Di mata orang normal, mungkin suatu kewajaran saudara sepupu untuk saling berpelukan. Namun, bagi Asya yang telah mengetahui masa lalu mereka, yang pernah ada cinta di sana, merasa perih ketika melihat mereka. Asya bohong kalau pertemanannya dengan Rayhan murni karena perasaan saling mendukung, nyatanya masih ada sayang terselip di ruang kecil hati Asya yang diperuntukkan bagi Rayhan. Hanya saja, Asya selalu menampik fakta itu.

***

Bagi Asya, kehidupan cintanya yang tidak mulus bukan berarti menghambat segalanya. Benar kata Kila, sang Ibu, bahwa dia malah bisa fokus untuk berbenah diri menjadi pribadi yang lebih baik. Walau masih ada Rayhan di sana, sebagai teman yang mendukungnya. Prestasinya di EDS UGM bisa dibilang cukup memuaskan, dia mendapat predikat N1 Adjudicator terbaik tingkat Kopertis di tahun pertamanya bergabung, kemudian dia juga kerapkali memenangkan perlombaan baik tingkat Provinsi, maupun Nasional. Dia bahkan diundang menjadi juri dalam beberapa kompetisi debat bahasa Inggris.

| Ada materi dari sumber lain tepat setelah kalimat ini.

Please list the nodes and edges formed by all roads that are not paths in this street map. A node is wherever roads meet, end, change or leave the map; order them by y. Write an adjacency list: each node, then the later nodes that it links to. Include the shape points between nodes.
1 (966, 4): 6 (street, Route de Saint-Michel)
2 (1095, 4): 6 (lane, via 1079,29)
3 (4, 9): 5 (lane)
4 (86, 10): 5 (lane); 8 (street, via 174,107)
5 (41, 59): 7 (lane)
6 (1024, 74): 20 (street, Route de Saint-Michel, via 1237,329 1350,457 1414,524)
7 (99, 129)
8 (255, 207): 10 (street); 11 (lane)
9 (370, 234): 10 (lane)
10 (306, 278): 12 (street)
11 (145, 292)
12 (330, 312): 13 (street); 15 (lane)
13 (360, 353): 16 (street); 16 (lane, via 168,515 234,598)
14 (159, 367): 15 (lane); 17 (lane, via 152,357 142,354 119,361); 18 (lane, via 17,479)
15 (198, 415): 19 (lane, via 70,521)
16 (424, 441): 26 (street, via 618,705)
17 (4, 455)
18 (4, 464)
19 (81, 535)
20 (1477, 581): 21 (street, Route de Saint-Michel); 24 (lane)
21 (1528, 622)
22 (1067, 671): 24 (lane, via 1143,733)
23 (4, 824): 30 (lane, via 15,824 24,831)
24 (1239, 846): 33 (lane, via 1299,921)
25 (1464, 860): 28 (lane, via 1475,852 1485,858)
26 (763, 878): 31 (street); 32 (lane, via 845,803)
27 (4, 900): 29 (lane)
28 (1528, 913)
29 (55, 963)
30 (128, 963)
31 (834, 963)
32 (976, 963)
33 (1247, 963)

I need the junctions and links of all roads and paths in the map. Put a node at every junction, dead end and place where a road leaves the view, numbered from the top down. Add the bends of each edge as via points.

EDS sudah seperti keluarganya sendiri, walau banyak drama di dalamnya. Ups!

Tak terasa sudah hampir empat tahun dia mengukir kenangan bersama teman-temannya di UGM, terutama di EDS. Rasanya berat harus terjun ke dunia sesungguhnya. Dia pasti akan merindukan omelan dosen pembimbingnya yang membuat kepalanya pusing. Antara dosen satu dan dosen dua memiliki pendapat berbeda yang harus membuat Asya merevisi skripsinya mati-matian. Untunglah, semua itu sudah terlewati.

Libur lebaran kali ini Asya bisa bernapas lega sedikit, karena bayang-bayang skripsi tidak lagi menghantuinya. Dia senang karena Arza dapat menghabiskan waktu di hari spesial ini bersama keluarga di Jogja. Setelah tiga hari berturut-turut keliling ke rumah sesepuh keluarganya, Asya dan Arza pun memilih untuk diam di rumah Eyang. Arza sibuk dengan PS4, sedangkan Asya sibuk maraton drama korea. Mereka seperti kembali ke masa-masa nganggur yang dulu mereka gemari.

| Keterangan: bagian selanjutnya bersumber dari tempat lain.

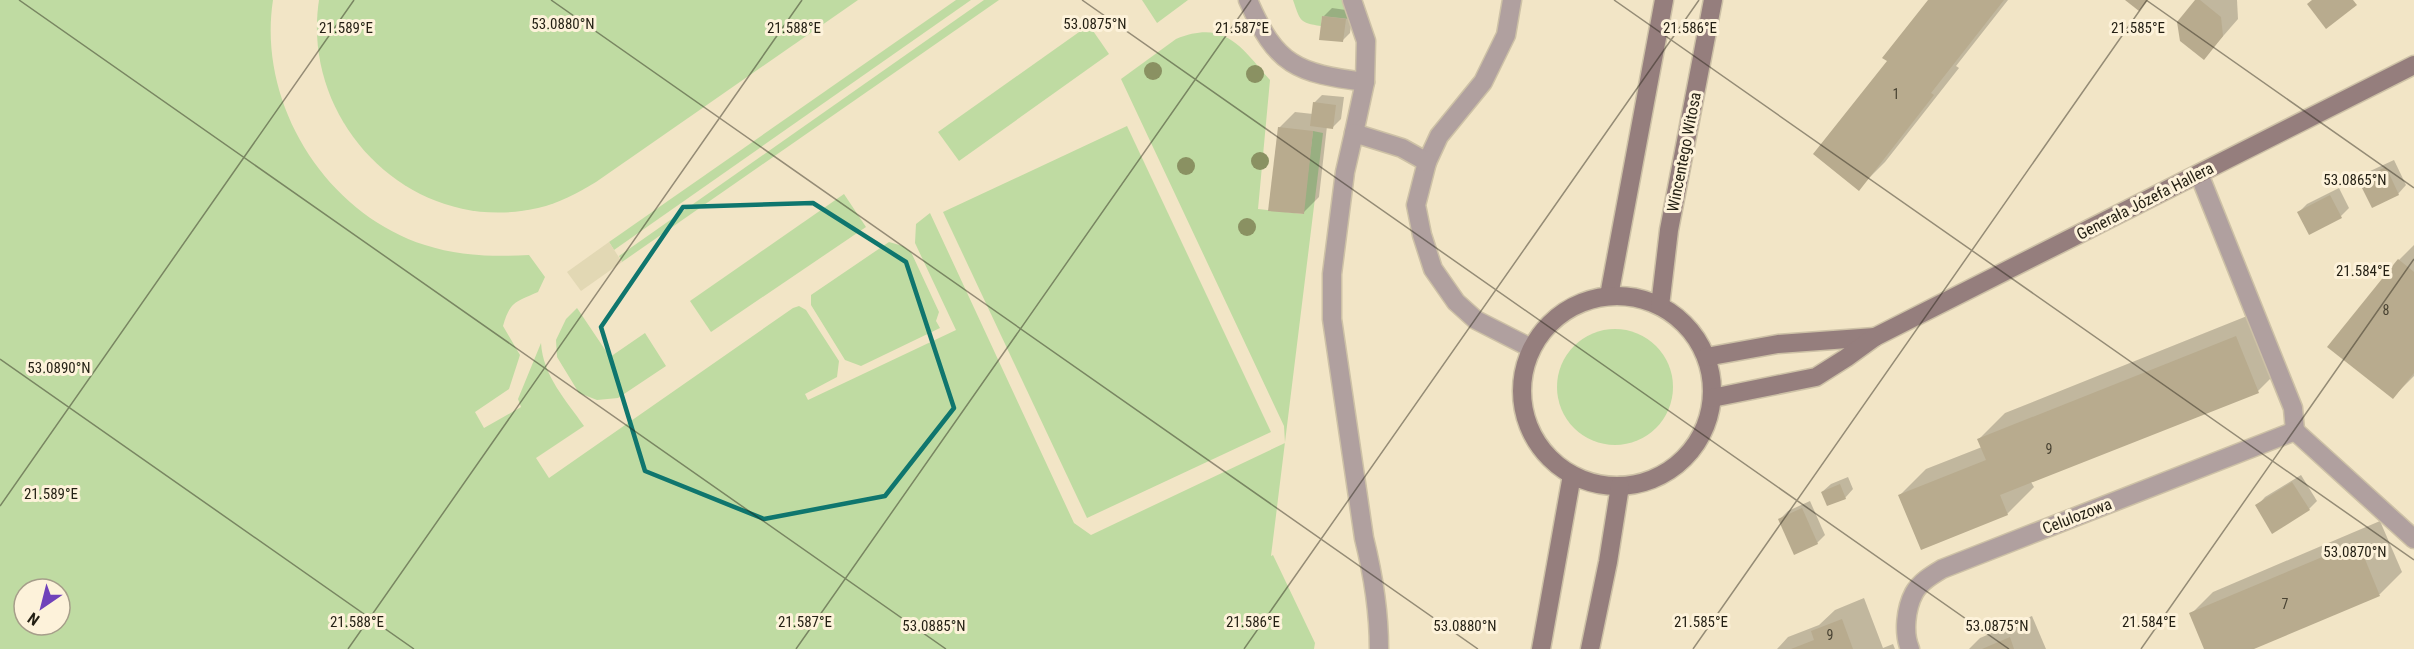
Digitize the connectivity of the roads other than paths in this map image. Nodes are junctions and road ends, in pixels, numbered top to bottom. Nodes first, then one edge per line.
1 (1248, 0) edge
2 (1352, 0) edge
3 (1512, 0) edge
4 (1665, 0) edge
5 (1713, 0) edge
6 (2414, 65) edge
7 (1365, 82) junction
8 (1354, 133) junction
9 (1427, 162) junction
10 (2199, 174) junction
11 (1609, 296) junction
12 (1660, 306) junction
13 (1875, 337) junction
14 (1531, 348) junction
15 (1706, 357) junction
16 (1712, 399) junction
17 (2295, 431) junction
18 (1572, 475) junction
19 (1620, 486) junction
20 (2414, 539) edge
21 (1909, 646) edge
22 (1379, 649) edge
23 (1541, 649) edge
24 (1590, 649) edge

1 - 7 street
2 - 7 street
3 - 9 street
4 - 11 main road
5 - 12 main road, Wincentego Witosa
6 - 10 main road, Generała Józefa Hallera
7 - 8 street
8 - 9 street
8 - 22 street
9 - 14 street
10 - 13 main road, Generała Józefa Hallera
10 - 17 street
11 - 12 main road
11 - 14 main road
12 - 15 main road
13 - 15 main road, Generała Józefa Hallera
13 - 16 main road, Generała Józefa Hallera
14 - 18 main road
15 - 16 main road
16 - 19 main road
17 - 20 street
17 - 21 street, Celulozowa
18 - 19 main road
18 - 23 main road
19 - 24 main road

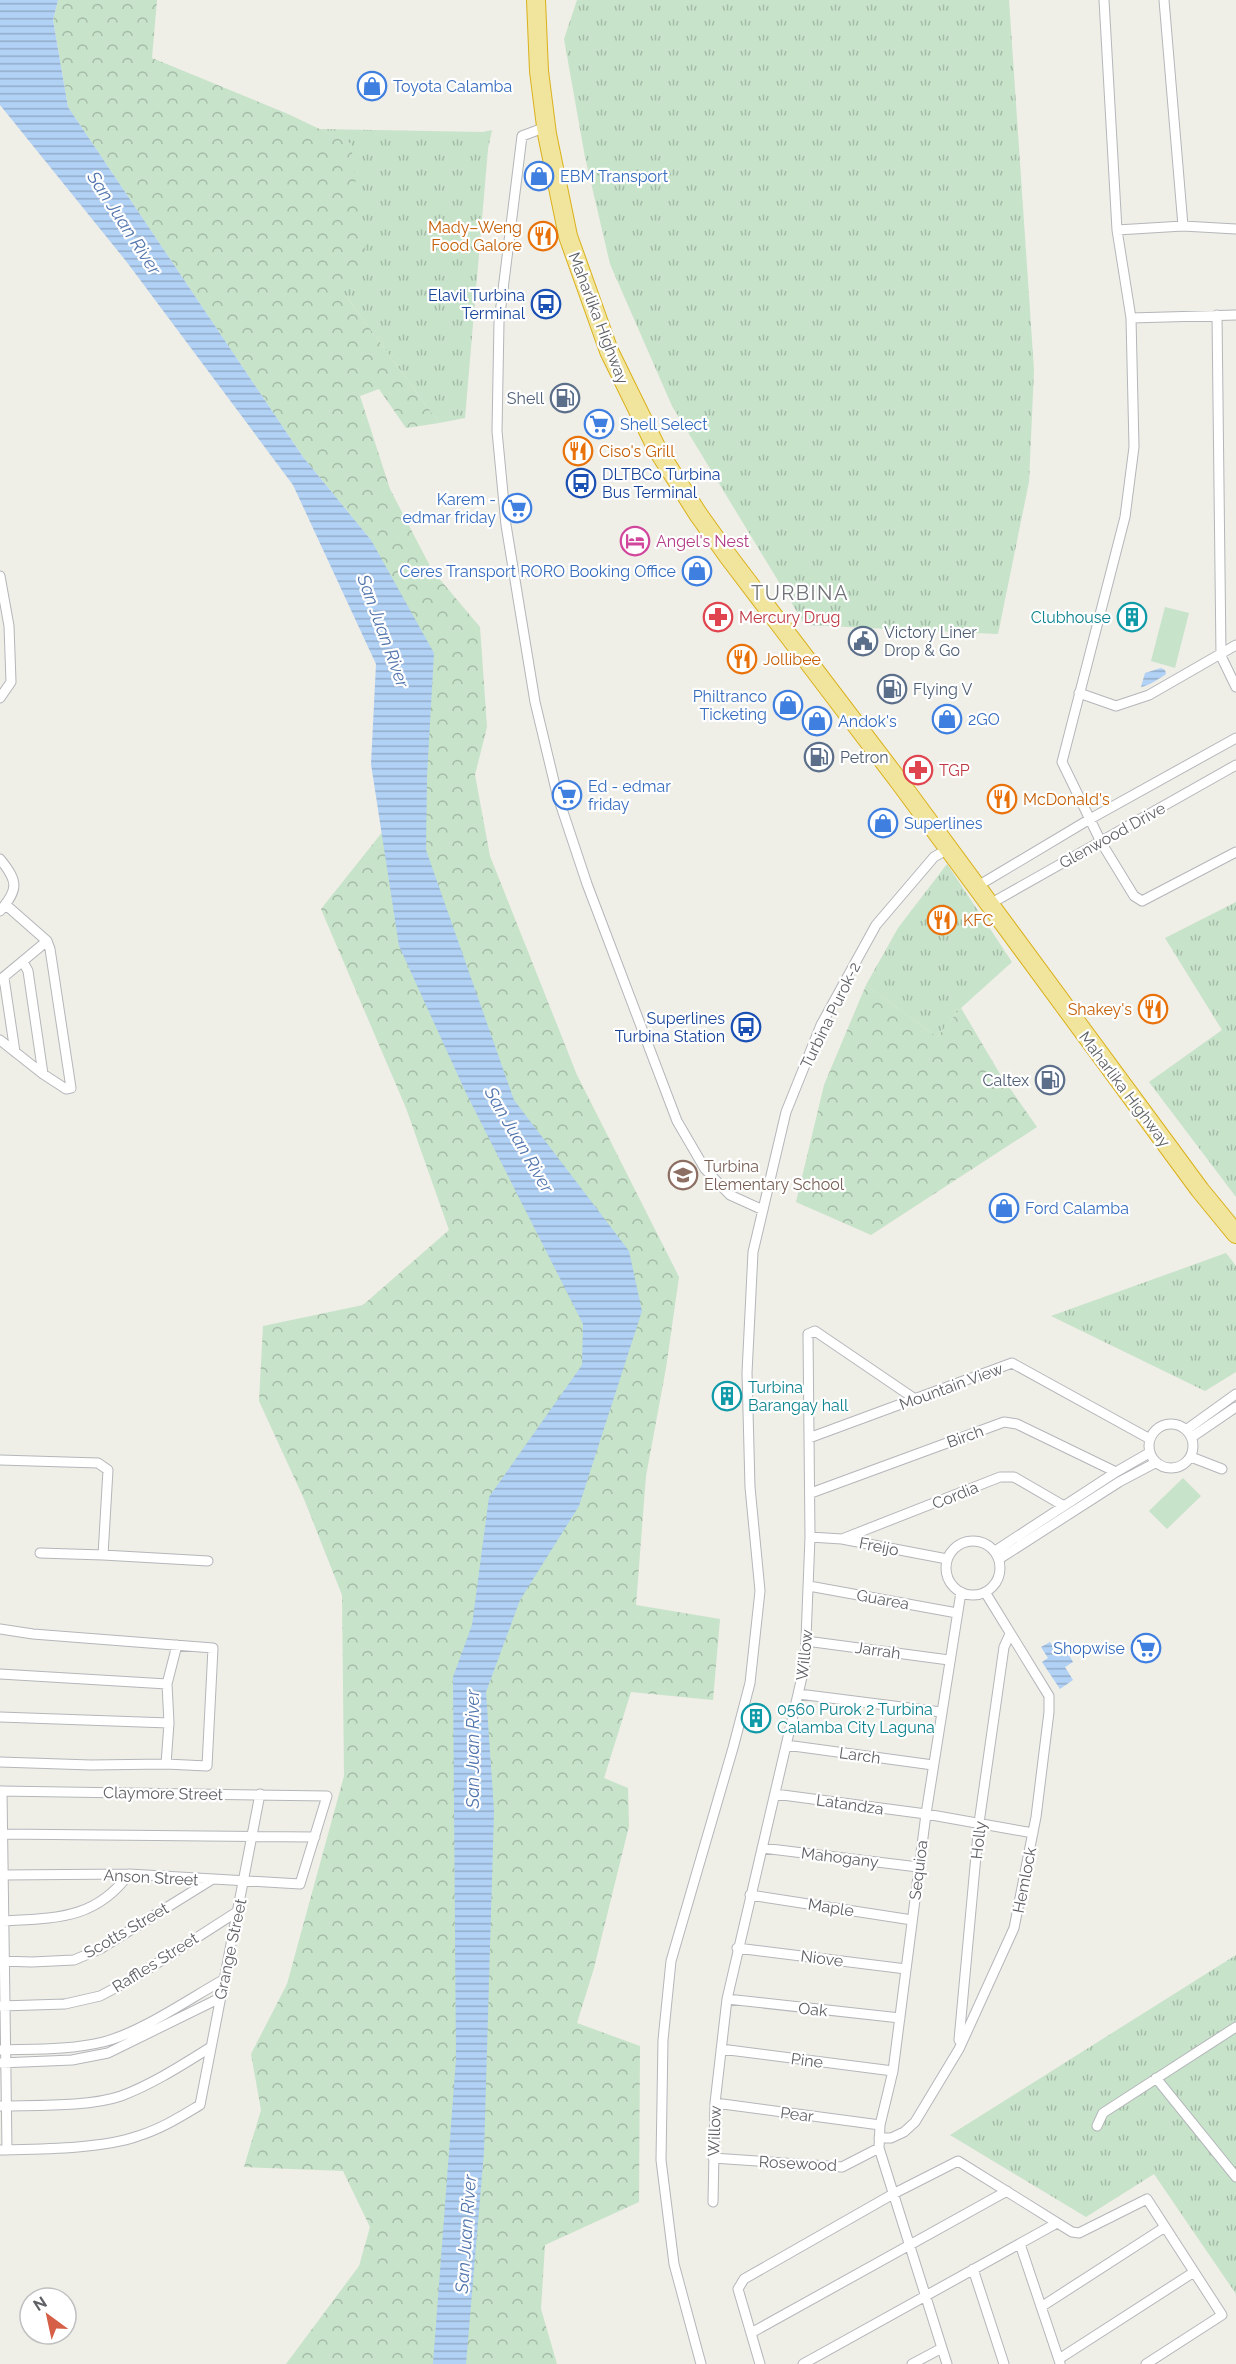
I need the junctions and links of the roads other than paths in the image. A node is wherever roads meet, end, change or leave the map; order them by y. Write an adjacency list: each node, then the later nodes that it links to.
1 (536, 0): 4 (highway, Maharlika Highway)
2 (1104, 0): 7 (street)
3 (1164, 0): 5 (street)
4 (546, 127): 27 (highway, Maharlika Highway); 39 (street)
5 (1183, 226): 6 (street); 7 (street)
6 (1236, 229)
7 (1117, 230): 10 (street)
8 (1217, 315): 9 (street); 10 (street); 17 (street)
9 (1236, 315)
10 (1131, 318): 21 (street)
11 (0, 576): 12 (street)
12 (2, 598): 13 (street)
13 (4, 624): 16 (street)
14 (1236, 645): 17 (street)
15 (0, 651): 16 (street)
16 (10, 655): 19 (street)
17 (1221, 656): 20 (street); 21 (street)
18 (0, 677): 19 (street)
19 (11, 682): 22 (street)
20 (1236, 687)
21 (1079, 693): 25 (street)
22 (0, 698)
23 (1236, 738): 25 (street, Glenwood Drive)
24 (1236, 765): 26 (street, Glenwood Drive)
25 (1090, 819): 26 (street); 30 (street, Glenwood Drive)
26 (1101, 842): 28 (street); 31 (street, Glenwood Drive)
27 (948, 849): 30 (highway, Maharlika Highway); 39 (street, Turbina Purok-2)
28 (1236, 852)
29 (0, 859): 32 (street)
30 (976, 887): 31 (highway, Maharlika Highway)
31 (988, 905): 40 (highway, Maharlika Highway)
32 (3, 908): 33 (street)
33 (47, 941): 34 (street); 38 (street)
34 (23, 962): 35 (street); 38 (street)
35 (2, 979): 37 (street)
36 (0, 1040): 37 (street)
37 (15, 1052): 38 (street)
38 (43, 1074)
39 (763, 1210): 138 (street, Turbina Purok-2)
40 (1236, 1234)
41 (1236, 1394): 44 (street)
42 (915, 1399): 45 (street, Mountain View); 45 (street, Willow); 46 (street, Mountain View)
43 (1236, 1407): 44 (street)
44 (1189, 1433): 46 (street); 48 (street)
45 (809, 1438): 53 (street, Willow)
46 (1150, 1439): 47 (street)
47 (1149, 1453): 50 (street); 52 (street)
48 (1191, 1457): 50 (street); 51 (street)
49 (0, 1460): 58 (street)
50 (1155, 1463): 59 (street)
51 (1222, 1469)
52 (1116, 1472): 53 (street, Birch); 54 (street)
53 (811, 1493): 55 (street, Willow)
54 (1065, 1506): 56 (street, Cordia); 59 (street)
55 (810, 1537): 56 (street, Freijo); 62 (street, Willow)
56 (842, 1539): 60 (street, Freijo)
57 (40, 1553): 58 (street)
58 (103, 1555): 61 (street)
59 (997, 1555): 60 (street); 64 (street)
60 (947, 1559): 63 (street)
61 (208, 1561)
62 (809, 1586): 65 (street, Guarea); 68 (street, Willow)
63 (961, 1592): 64 (street); 65 (street, Sequioa)
64 (985, 1592): 67 (street, Hemlock)
65 (957, 1612): 70 (street, Sequioa)
66 (0, 1629): 69 (street)
67 (1010, 1634): 85 (street, Holly); 86 (street, Hemlock)
68 (806, 1641): 70 (street, Jarrah); 73 (street, Willow)
69 (177, 1646): 72 (street); 79 (street)
70 (950, 1660): 74 (street, Sequioa)
71 (0, 1674): 72 (street)
72 (167, 1684): 76 (street)
73 (798, 1694): 74 (street); 77 (street, Willow)
74 (941, 1712): 80 (street, Sequioa)
75 (0, 1717): 76 (street)
76 (169, 1723): 79 (street)
77 (786, 1745): 80 (street, Larch); 83 (street, Willow)
78 (0, 1762): 79 (street)
79 (166, 1764)
80 (933, 1765): 84 (street, Sequioa)
81 (1, 1791): 82 (street, Claymore Street); 87 (street)
82 (260, 1794): 88 (street, Grange Street); 89 (street, Claymore Street)
83 (775, 1794): 84 (street, Latandza); 90 (street, Willow)
84 (926, 1814): 85 (street, Latandza); 91 (street, Sequioa)
85 (979, 1823): 86 (street, Latandza); 111 (street, Holly)
86 (1033, 1833): 111 (street, Hemlock)
87 (2, 1834): 88 (street); 93 (street)
88 (253, 1837): 89 (street); 95 (street, Grange Street)
89 (315, 1837): 95 (street, Anson Street)
90 (762, 1848): 91 (street, Mahogany); 96 (street, Willow)
91 (918, 1867): 98 (street, Sequioa)
92 (129, 1874): 93 (street, Anson Street); 94 (street, Anson Street); 99 (street)
93 (3, 1875): 99 (street)
94 (211, 1880): 95 (street, Anson Street); 101 (street, Scotts Street)
95 (244, 1882): 97 (street, Grange Street)
96 (750, 1895): 98 (street, Maple); 100 (street, Willow)
97 (235, 1914): 103 (street, Grange Street); 106 (street, Raffles Street)
98 (912, 1920): 102 (street, Sequioa)
99 (3, 1921): 101 (street)
100 (737, 1948): 102 (street, Niove); 105 (street, Willow)
101 (2, 1961): 106 (street)
102 (906, 1969): 107 (street, Sequioa)
103 (223, 1980): 104 (street, Grange Street); 112 (street)
104 (220, 1998): 109 (street, Grange Street); 113 (street)
105 (727, 1999): 107 (street, Oak); 110 (street, Willow)
106 (2, 2006): 112 (street)
107 (900, 2018): 114 (street, Sequioa)
108 (1236, 2027): 115 (street)
109 (211, 2047): 117 (street); 121 (street, Grange Street)
110 (721, 2049): 114 (street, Pine); 116 (street, Willow)
111 (959, 2049): 120 (street, Hemlock)
112 (3, 2050): 113 (street)
113 (3, 2063): 117 (street)
114 (893, 2071): 118 (street, Sequioa)
115 (1156, 2078): 119 (street); 123 (street)
116 (715, 2103): 118 (street, Pear); 122 (street, Willow)
117 (3, 2106): 121 (street)
118 (880, 2125): 120 (street, Sequioa)
119 (1097, 2126)
120 (879, 2143): 122 (street, Rosewood); 125 (street)
121 (4, 2150)
122 (712, 2158): 126 (street, Willow)
123 (1236, 2177)
124 (1007, 2191): 125 (street); 127 (street); 130 (street)
125 (893, 2194): 130 (street); 135 (street)
126 (713, 2202)
127 (1058, 2223): 128 (street); 129 (street)
128 (1165, 2227): 132 (street); 134 (street)
129 (1020, 2244): 131 (street); 134 (street)
130 (910, 2245): 133 (street); 135 (street)
131 (973, 2270): 133 (street); 143 (street)
132 (1194, 2272): 137 (street); 144 (street)
133 (926, 2296): 136 (street); 140 (street)
134 (1041, 2307): 137 (street)
135 (751, 2333): 139 (street)
136 (942, 2348): 141 (street); 142 (street)
137 (1060, 2361)
138 (701, 2364)
139 (760, 2364)
140 (803, 2364)
141 (912, 2364)
142 (947, 2364)
143 (1004, 2364)
144 (1146, 2364)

"Za, udah gede gini nggak ada niatan nikah?" tanya Asya, tangannya sibuk menyuapkan kripik tempe untuknya dan juga Arza.

Pandangan Arza masih fokus dengan layar yang menunjukkan permainan PES, jarinya lincah memainkan joystick, dan mengunyah suapan dari Asya. "Belum lah, belum ada tiga tahun jadi tentara gini mending banyak-banyakin tugas, kalau perlu ntar ikut seleksi Pasukan Perdamaian United Nations," ujar Arza. "Biar kayak Bang Rayhan tuh, udah ke Korsel sama Kongo. Paling abis ini ke Amerika dia."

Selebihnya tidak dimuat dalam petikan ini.